A cigarette pack filled with crayons sits open; above it, childlike text reads ‘Just like mommy,’ linking smoking to children copying adult behavior.

Sometimes the headline itself functions as an image, as in this example. Then the main image completes the message: Kids do what they see their parents do.

From inside a grave, six people dressed in black look down while lowering a dead project; text reads ‘We know why designers wear black,’ implying ideas die without strong presentation.

This ad delivers a double whammy. First, a gut punch when you realize you’re in the grave. Then humor when you see the message. And if you’re the target audience, you’re already in on the joke, so everything above about puzzles and relevance apply also.

A hand holds a pill; text reads ‘PMS f*cking sucks. FLO makes it suck less,’ with acne, mood swings, and cramps crossed out.
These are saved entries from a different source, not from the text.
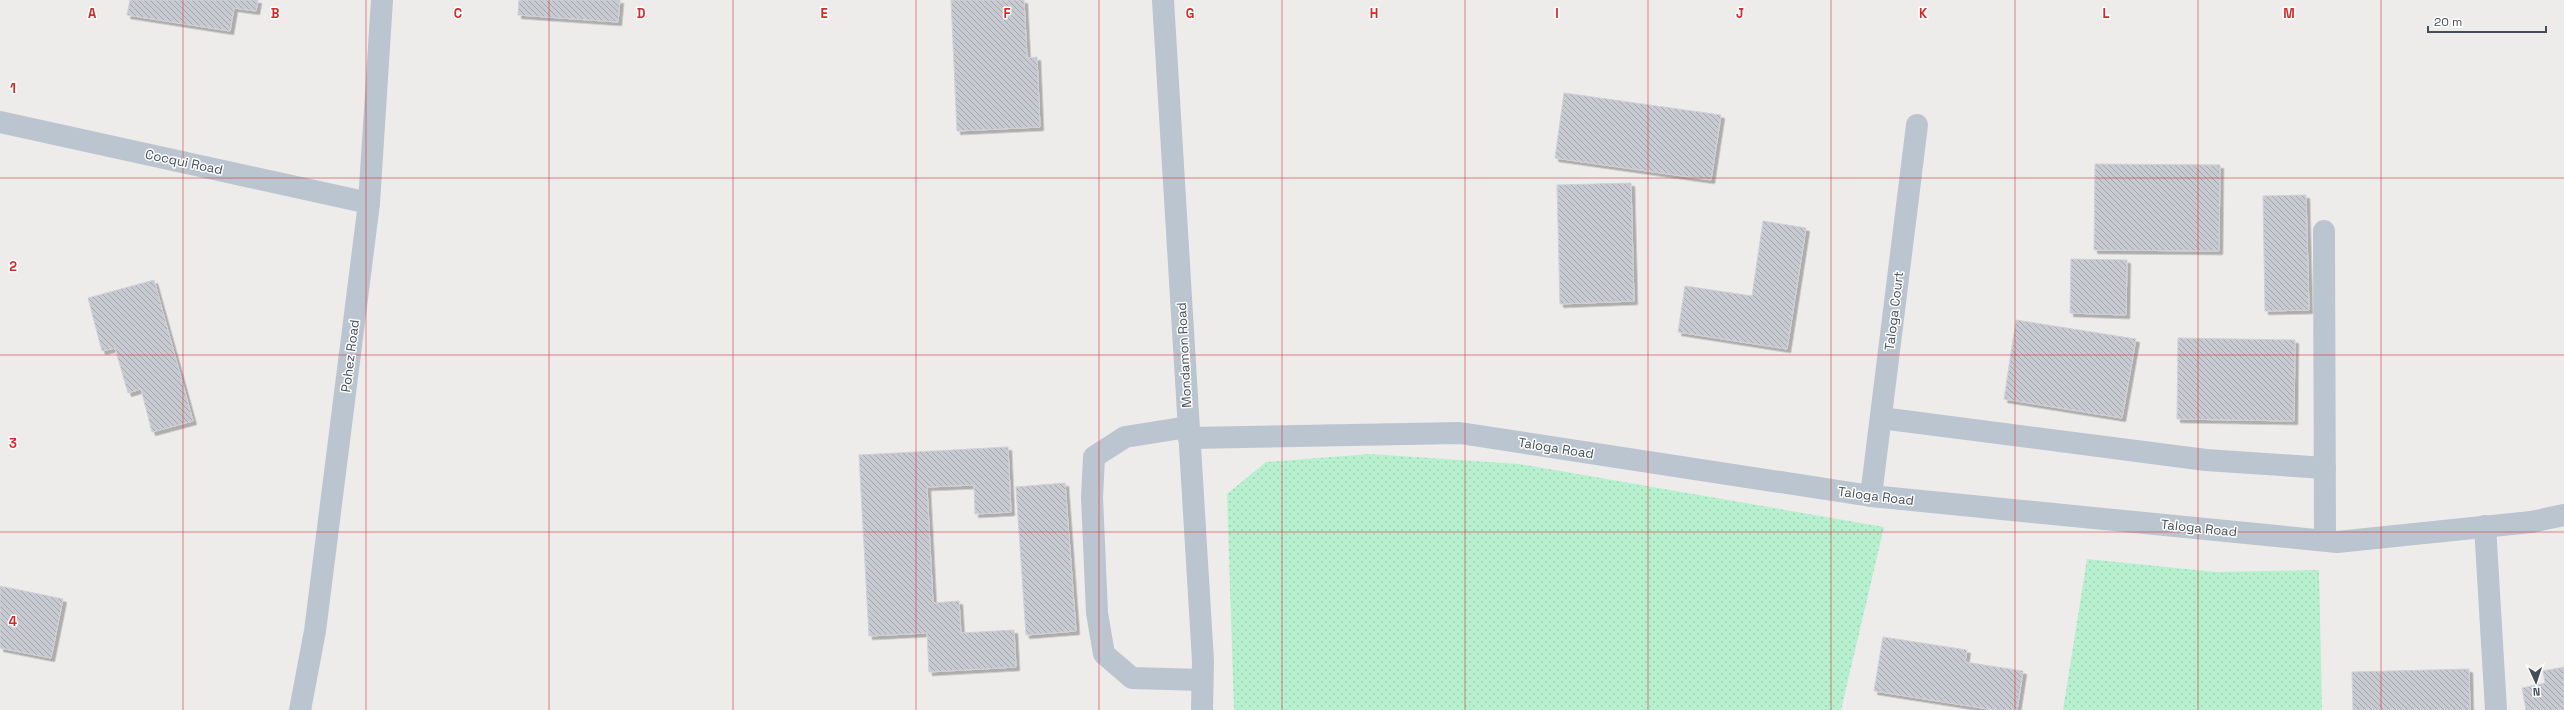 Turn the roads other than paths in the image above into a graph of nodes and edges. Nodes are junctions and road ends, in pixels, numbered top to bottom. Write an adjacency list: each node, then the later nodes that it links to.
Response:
1 (382, 0): 5 (street, Pohez Road)
2 (1163, 0): 8 (street, Mondamon Road)
3 (0, 122): 5 (street, Cocqui Road)
4 (1917, 125): 7 (street, Taloga Court)
5 (369, 203): 15 (street, Pohez Road)
6 (2324, 230): 9 (street)
7 (1881, 418): 9 (street); 10 (street, Taloga Court)
8 (1189, 432): 10 (street, Taloga Road); 14 (street, Mondamon Road); 14 (street, Taloga Road)
9 (2325, 468): 13 (street)
10 (1871, 496): 13 (street, Taloga Road)
11 (2564, 515): 12 (street, Taloga Road)
12 (2485, 526): 13 (street, Taloga Road); 17 (street)
13 (2325, 540)
14 (1202, 680): 16 (street, Mondamon Road)
15 (300, 710)
16 (1202, 710)
17 (2496, 710) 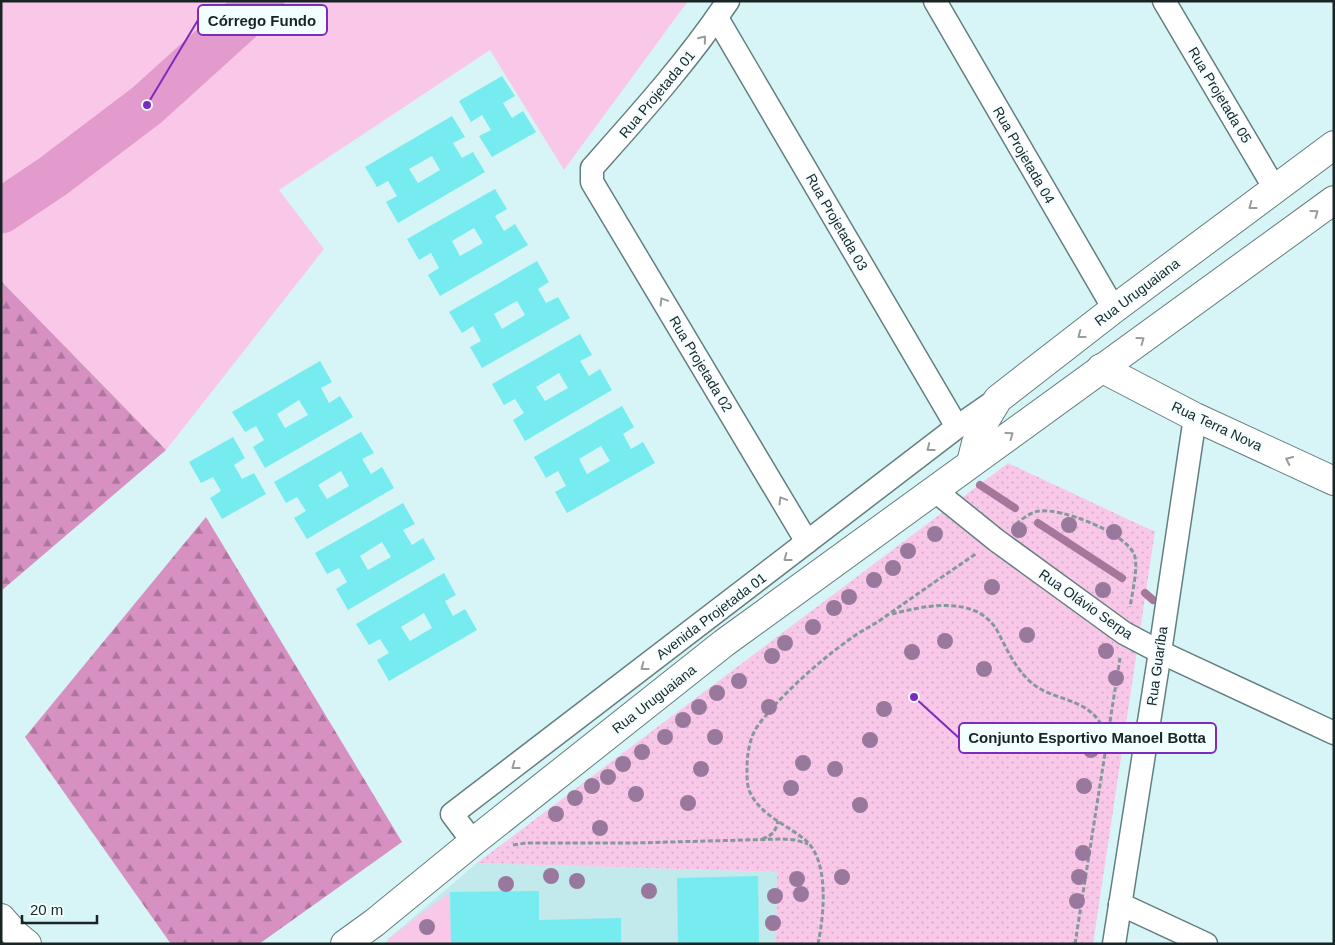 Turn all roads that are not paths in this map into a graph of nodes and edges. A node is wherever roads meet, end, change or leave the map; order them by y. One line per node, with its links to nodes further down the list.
1 (935, 1): 8 (street, Rua Projetada 04)
2 (1164, 1): 6 (street, Rua Projetada 05)
3 (723, 9): 5 (street, Rua Projetada 01, one-way to 3); 12 (street, Rua Projetada 03)
4 (1334, 145): 6 (street, Rua Uruguaiana)
5 (594, 186): 16 (street, Rua Projetada 02, one-way to 5)
6 (1275, 189): 8 (street, Rua Uruguaiana, one-way to 8)
7 (1334, 200): 9 (street, Rua Uruguaiana, one-way to 7)
8 (1114, 309): 10 (street, Rua Uruguaiana, one-way to 10)
9 (1101, 368): 11 (street, Rua Terra Nova); 13 (street, Rua Uruguaiana, one-way to 9)
10 (998, 399): 12 (street, Avenida Projetada 01); 13 (street, Rua Uruguaiana)
11 (1195, 417): 14 (street, Rua Terra Nova, one-way to 11); 17 (street, Rua Guaríba)
12 (957, 427): 16 (street, Avenida Projetada 01, one-way to 16)
13 (971, 464): 15 (street, Rua Uruguaiana)
14 (1334, 480)
15 (934, 490): 17 (street, Rua Olávio Serpa); 19 (street, Rua Uruguaiana)
16 (807, 542): 19 (street, Avenida Projetada 01, one-way to 19)
17 (1160, 652): 18 (street, Rua Olávio Serpa); 20 (street, Rua Guaríba)
18 (1334, 732)
19 (473, 842): 21 (street, Rua Uruguaiana)
20 (1120, 904): 23 (street, Rua Guaríba); 24 (street)
21 (367, 933): 22 (street, Rua Uruguaiana)
22 (346, 944)
23 (1114, 944)
24 (1206, 944)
And here’s one that communicates emotion through empathy. It says what everyone in the target audience is thinking. It gets attention by telling it like it is.

Long-form ad copy: When the copy is the design

Just as there are times when you don’t need any copy to make a visual ad work, there are times when you don’t need much of a visual. If you have a compelling opening, it’s nearly impossible to look away from long-form copy. These two ads are proof.

A man shares how a motorcycle accident led him to create Jawzrsize, a device to rehabilitate his jaw and rebuild confidence.

This example opens with: “In 2014, I crashed my motorcycle in Hawaii.” That’s all it takes. You want to know what happened.

A Hinge billboard with a long dating story promotes more engaging connections.

This Hinge billboard takes a different approach: one long unpunctuated sentence that mimics the actual feeling of a good date.

Comparative advertising examples: Why side-by-side sells

Put two things side by side, and our brains immediately start evaluating. What’s the difference? Which is better? That small mental exercise is effective.

Comparison turns passive viewing into active thinking, which makes things stick. The key is giving people something worth comparing. Two versions of the same outcome. Two perspectives. Two states. The gap between them is where the message lives.

A side-by-side image compares a model wearing a $925 Balenciaga towel skirt with a similar $16 IKEA towel, highlighting the price difference.

Two chairs piled with clothes are labeled with different names and prices, emphasizing IKEA’s lower-cost option.

Ambient advertising examples: How location changes everything

Sometimes the setting is inseparable from the message. The environment doesn’t just frame the content, it completes it. The location becomes part of the creative.

This is worth thinking about every time you place a message. Where will someone see this? What will they be doing? What does the environment suggest about their state of mind? The answers change what you say and how you say it.

A framed Shiner Beer poster above a urinal reads ‘If you’re drinking Shiner Beer, I’d like to shake your hand—just not right now,’ playing on the setting.

A Shiner Beer poster above a urinal reads ‘You’re not giving up your Shiner. You’re making room for another,’ playing on the bathroom setting.

A checklist for creating compelling visual content

You don’t need a massive budget or a team of award-winning designers to apply these principles. Here’s a simple checklist for evaluating your own work before it goes out into the world. It doesn’t have to check all the boxes, but it should at least check some.

  • Does it invite participation or discovery (a gap to close, a puzzle to solve)?
  • Is this unmistakably built for a specific audience, not just broadly relevant?
  • Could the image carry the message on its own, even without copy?
  • If this uses copy, is the opening strong enough to make it hard to stop reading?
  • Is there a contrast or comparison that makes the idea clear or memorable?
  • Does the context or placement add meaning to the message?
  • Would this stop me? Would it move me?

Those last questions are the most honest test you have. If the answer isn’t a clear yes, keep working.